Circulators are three-terminal devices which pass signal inputs from one port to the next in a rotational fashion (either clockwise or counterclockwise) with allowing the signal inputs to pass in the opposite direction. Circulators are suitable for any radio frequency (RF) applications including communications, cell phones, radar, phased array radar and electronic countermeasures (ECM). A typical arrangement for a circulator is for the antenna to be designated as port 1, the receiver, port 2 and the transmitter as port 3. Thus, a signal from the antenna will travel to the receiver, a signal from the receiver to the transmitter and the transmitter to the antenna. Some of the transmitter signal will carry over to the receiver.
During transmission, the circulator isolates the sensitive receiver from the large transmitter signal. Since the received signal travels from the antenna to the receiver, it is isolated from the transmitter. The circulator causes a loss in the outgoing signal from the transmitter amplifier. This signal loss reduces the range at which radar can detect objects, or that a wireless device can communicate. On reception, the circulator also causes a loss in the receiver path.

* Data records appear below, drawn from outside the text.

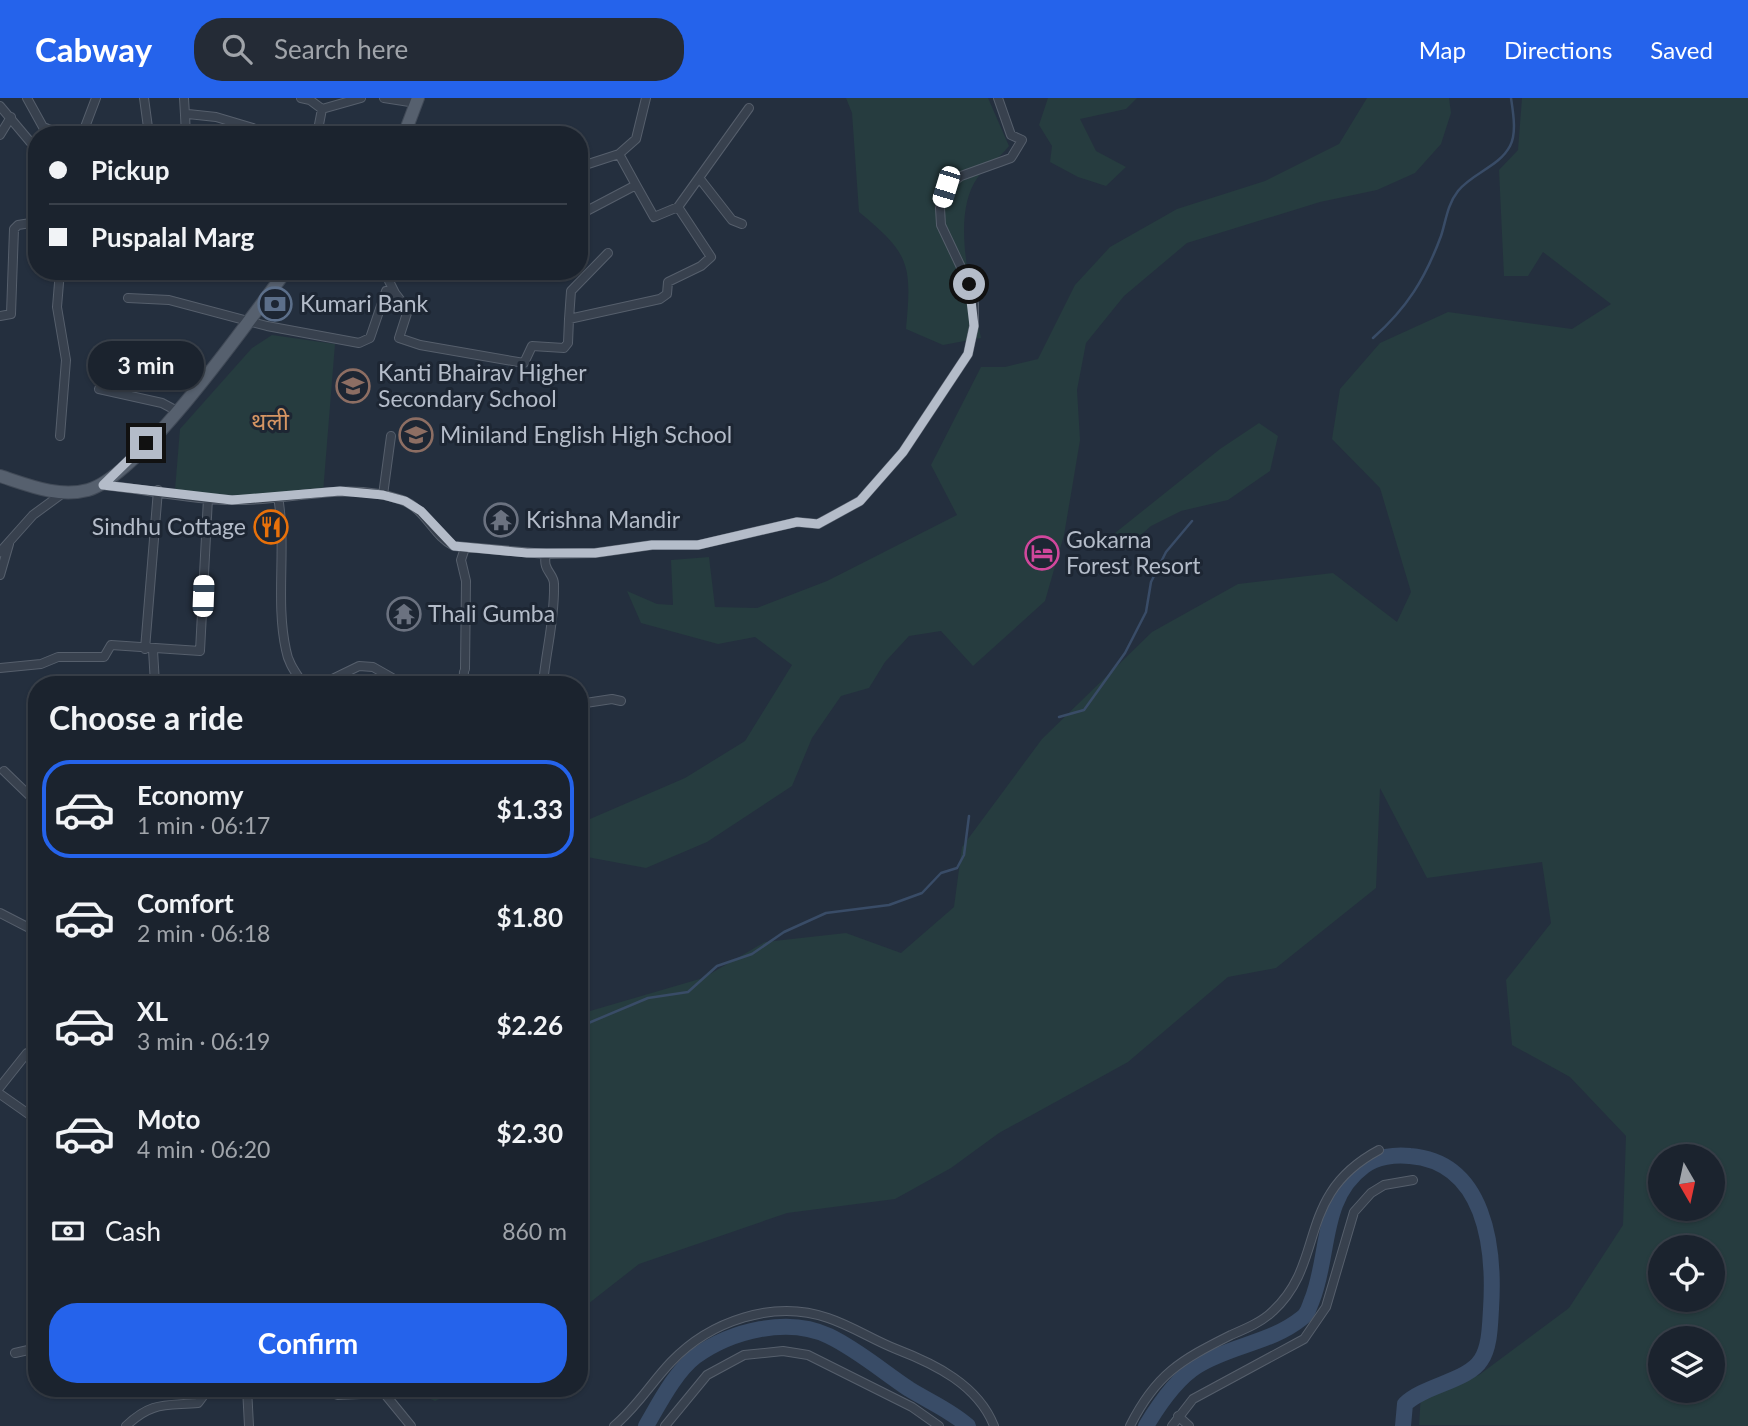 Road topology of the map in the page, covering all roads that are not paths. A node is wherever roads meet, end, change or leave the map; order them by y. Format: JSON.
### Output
{"nodes":[{"id":1,"x":27,"y":98,"type":"edge"},
{"id":2,"x":96,"y":98,"type":"edge"},
{"id":3,"x":144,"y":98,"type":"edge"},
{"id":4,"x":184,"y":98,"type":"edge"},
{"id":5,"x":301,"y":98,"type":"edge"},
{"id":6,"x":361,"y":98,"type":"edge"},
{"id":7,"x":384,"y":98,"type":"edge"},
{"id":8,"x":646,"y":98,"type":"edge"},
{"id":9,"x":998,"y":98,"type":"edge"},
{"id":10,"x":417,"y":100,"type":"edge"},
{"id":11,"x":0,"y":106,"type":"edge"},
{"id":12,"x":749,"y":108,"type":"dead end"},
{"id":13,"x":322,"y":109,"type":"junction"},
{"id":14,"x":185,"y":115,"type":"junction"},
{"id":15,"x":11,"y":117,"type":"junction"},
{"id":16,"x":42,"y":126,"type":"edge"},
{"id":17,"x":85,"y":126,"type":"edge"},
{"id":18,"x":148,"y":126,"type":"edge"},
{"id":19,"x":186,"y":126,"type":"edge"},
{"id":20,"x":247,"y":126,"type":"edge"},
{"id":21,"x":319,"y":126,"type":"edge"},
{"id":22,"x":407,"y":126,"type":"edge"},
{"id":23,"x":0,"y":135,"type":"edge"},
{"id":24,"x":28,"y":139,"type":"edge"},
{"id":25,"x":619,"y":154,"type":"junction"},
{"id":26,"x":588,"y":164,"type":"edge"},
{"id":27,"x":700,"y":179,"type":"junction"},
{"id":28,"x":635,"y":185,"type":"junction"},
{"id":29,"x":678,"y":207,"type":"junction"},
{"id":30,"x":588,"y":210,"type":"edge"},
{"id":31,"x":28,"y":223,"type":"edge"},
{"id":32,"x":742,"y":224,"type":"dead end"},
{"id":33,"x":607,"y":253,"type":"dead end"},
{"id":34,"x":588,"y":273,"type":"edge"},
{"id":35,"x":59,"y":280,"type":"edge"},
{"id":36,"x":280,"y":280,"type":"edge"},
{"id":37,"x":389,"y":280,"type":"edge"},
{"id":38,"x":581,"y":280,"type":"edge"},
{"id":39,"x":395,"y":293,"type":"junction"},
{"id":40,"x":128,"y":299,"type":"dead end"},
{"id":41,"x":0,"y":316,"type":"edge"},
{"id":42,"x":569,"y":319,"type":"junction"},
{"id":43,"x":250,"y":321,"type":"junction"},
{"id":44,"x":99,"y":389,"type":"dead end"},
{"id":45,"x":177,"y":411,"type":"junction"},
{"id":46,"x":60,"y":436,"type":"dead end"},
{"id":47,"x":391,"y":436,"type":"dead end"},
{"id":48,"x":0,"y":475,"type":"edge"},
{"id":49,"x":103,"y":485,"type":"junction"},
{"id":50,"x":158,"y":490,"type":"junction"},
{"id":51,"x":63,"y":493,"type":"junction"},
{"id":52,"x":383,"y":495,"type":"junction"},
{"id":53,"x":278,"y":497,"type":"junction"},
{"id":54,"x":208,"y":498,"type":"junction"},
{"id":55,"x":10,"y":541,"type":"junction"},
{"id":56,"x":465,"y":548,"type":"junction"},
{"id":57,"x":0,"y":552,"type":"edge"},
{"id":58,"x":546,"y":554,"type":"junction"},
{"id":59,"x":0,"y":575,"type":"edge"},
{"id":60,"x":149,"y":649,"type":"junction"},
{"id":61,"x":0,"y":668,"type":"edge"},
{"id":62,"x":154,"y":676,"type":"edge"},
{"id":63,"x":298,"y":676,"type":"edge"},
{"id":64,"x":338,"y":676,"type":"edge"},
{"id":65,"x":389,"y":676,"type":"edge"},
{"id":66,"x":464,"y":676,"type":"edge"},
{"id":67,"x":544,"y":676,"type":"edge"},
{"id":68,"x":621,"y":701,"type":"dead end"},
{"id":69,"x":588,"y":703,"type":"edge"},
{"id":70,"x":4,"y":771,"type":"dead end"},
{"id":71,"x":28,"y":794,"type":"edge"},
{"id":72,"x":0,"y":913,"type":"edge"},
{"id":73,"x":28,"y":927,"type":"edge"},
{"id":74,"x":28,"y":1053,"type":"edge"},
{"id":75,"x":0,"y":1087,"type":"edge"},
{"id":76,"x":0,"y":1094,"type":"edge"},
{"id":77,"x":28,"y":1114,"type":"edge"},
{"id":78,"x":1379,"y":1150,"type":"dead end"},
{"id":79,"x":1413,"y":1180,"type":"dead end"},
{"id":80,"x":28,"y":1350,"type":"edge"},
{"id":81,"x":15,"y":1353,"type":"dead end"},
{"id":82,"x":202,"y":1397,"type":"edge"},
{"id":83,"x":247,"y":1397,"type":"edge"},
{"id":84,"x":387,"y":1397,"type":"edge"},
{"id":85,"x":1178,"y":1416,"type":"junction"},
{"id":86,"x":126,"y":1426,"type":"edge"},
{"id":87,"x":249,"y":1426,"type":"edge"},
{"id":88,"x":411,"y":1426,"type":"edge"},
{"id":89,"x":614,"y":1426,"type":"edge"},
{"id":90,"x":665,"y":1426,"type":"edge"},
{"id":91,"x":939,"y":1426,"type":"edge"},
{"id":92,"x":994,"y":1426,"type":"edge"},
{"id":93,"x":1130,"y":1426,"type":"edge"},
{"id":94,"x":1172,"y":1426,"type":"edge"},
{"id":95,"x":1189,"y":1426,"type":"edge"}],
"edges":[{"from":1,"to":16,"type":"street"},
{"from":2,"to":17,"type":"street"},
{"from":3,"to":18,"type":"street"},
{"from":4,"to":14,"type":"street"},
{"from":5,"to":13,"type":"street"},
{"from":6,"to":13,"type":"street"},
{"from":7,"to":10,"type":"street"},
{"from":8,"to":25,"type":"street"},
{"from":9,"to":58,"type":"street"},
{"from":10,"to":22,"type":"main road"},
{"from":11,"to":15,"type":"street"},
{"from":12,"to":27,"type":"street"},
{"from":13,"to":21,"type":"street"},
{"from":14,"to":19,"type":"street"},
{"from":14,"to":20,"type":"street"},
{"from":15,"to":23,"type":"street"},
{"from":15,"to":24,"type":"street"},
{"from":25,"to":26,"type":"street"},
{"from":25,"to":28,"type":"street"},
{"from":27,"to":29,"type":"street"},
{"from":27,"to":32,"type":"street"},
{"from":28,"to":29,"type":"street"},
{"from":28,"to":30,"type":"street"},
{"from":29,"to":42,"type":"street"},
{"from":31,"to":41,"type":"street"},
{"from":33,"to":34,"type":"street"},
{"from":35,"to":46,"type":"street"},
{"from":36,"to":43,"type":"main road"},
{"from":37,"to":39,"type":"street"},
{"from":38,"to":42,"type":"street"},
{"from":39,"to":42,"type":"street"},
{"from":39,"to":43,"type":"street"},
{"from":40,"to":43,"type":"street"},
{"from":43,"to":45,"type":"main road"},
{"from":44,"to":45,"type":"street"},
{"from":45,"to":49,"type":"main road"},
{"from":47,"to":52,"type":"street"},
{"from":48,"to":51,"type":"main road"},
{"from":49,"to":50,"type":"street"},
{"from":49,"to":51,"type":"main road"},
{"from":50,"to":54,"type":"street"},
{"from":50,"to":60,"type":"street"},
{"from":51,"to":55,"type":"street"},
{"from":52,"to":53,"type":"street"},
{"from":52,"to":56,"type":"street"},
{"from":53,"to":54,"type":"street"},
{"from":53,"to":63,"type":"street"},
{"from":54,"to":60,"type":"street"},
{"from":55,"to":57,"type":"street"},
{"from":55,"to":59,"type":"street"},
{"from":56,"to":58,"type":"street"},
{"from":56,"to":66,"type":"street"},
{"from":58,"to":67,"type":"street"},
{"from":60,"to":61,"type":"street"},
{"from":60,"to":62,"type":"street"},
{"from":64,"to":65,"type":"street"},
{"from":68,"to":69,"type":"street"},
{"from":70,"to":71,"type":"street"},
{"from":72,"to":73,"type":"street"},
{"from":74,"to":75,"type":"street"},
{"from":76,"to":77,"type":"street"},
{"from":78,"to":93,"type":"street"},
{"from":79,"to":85,"type":"street"},
{"from":80,"to":81,"type":"street"},
{"from":82,"to":86,"type":"street"},
{"from":83,"to":87,"type":"street"},
{"from":84,"to":88,"type":"street"},
{"from":85,"to":94,"type":"street"},
{"from":85,"to":95,"type":"street"},
{"from":89,"to":92,"type":"street"},
{"from":90,"to":91,"type":"street"}]}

Because this loss is occurs before the low-noise amplifiers, the loss value adds to the noise value of the receiver path, degrading the magnitude of the minimal detection signal.
Circulators have a certain size and weight that is determined by the frequency of use. When the circulator is used in a spaced-base phased array application, the total weight of the circulator is large. Circulator architectures impart sacrifices to both output power and the noise figure. In general, circulators operate with high noise figures, low output signal levels, and are heavy with large profiles. These and other disadvantages are solved or reduced with using this new device.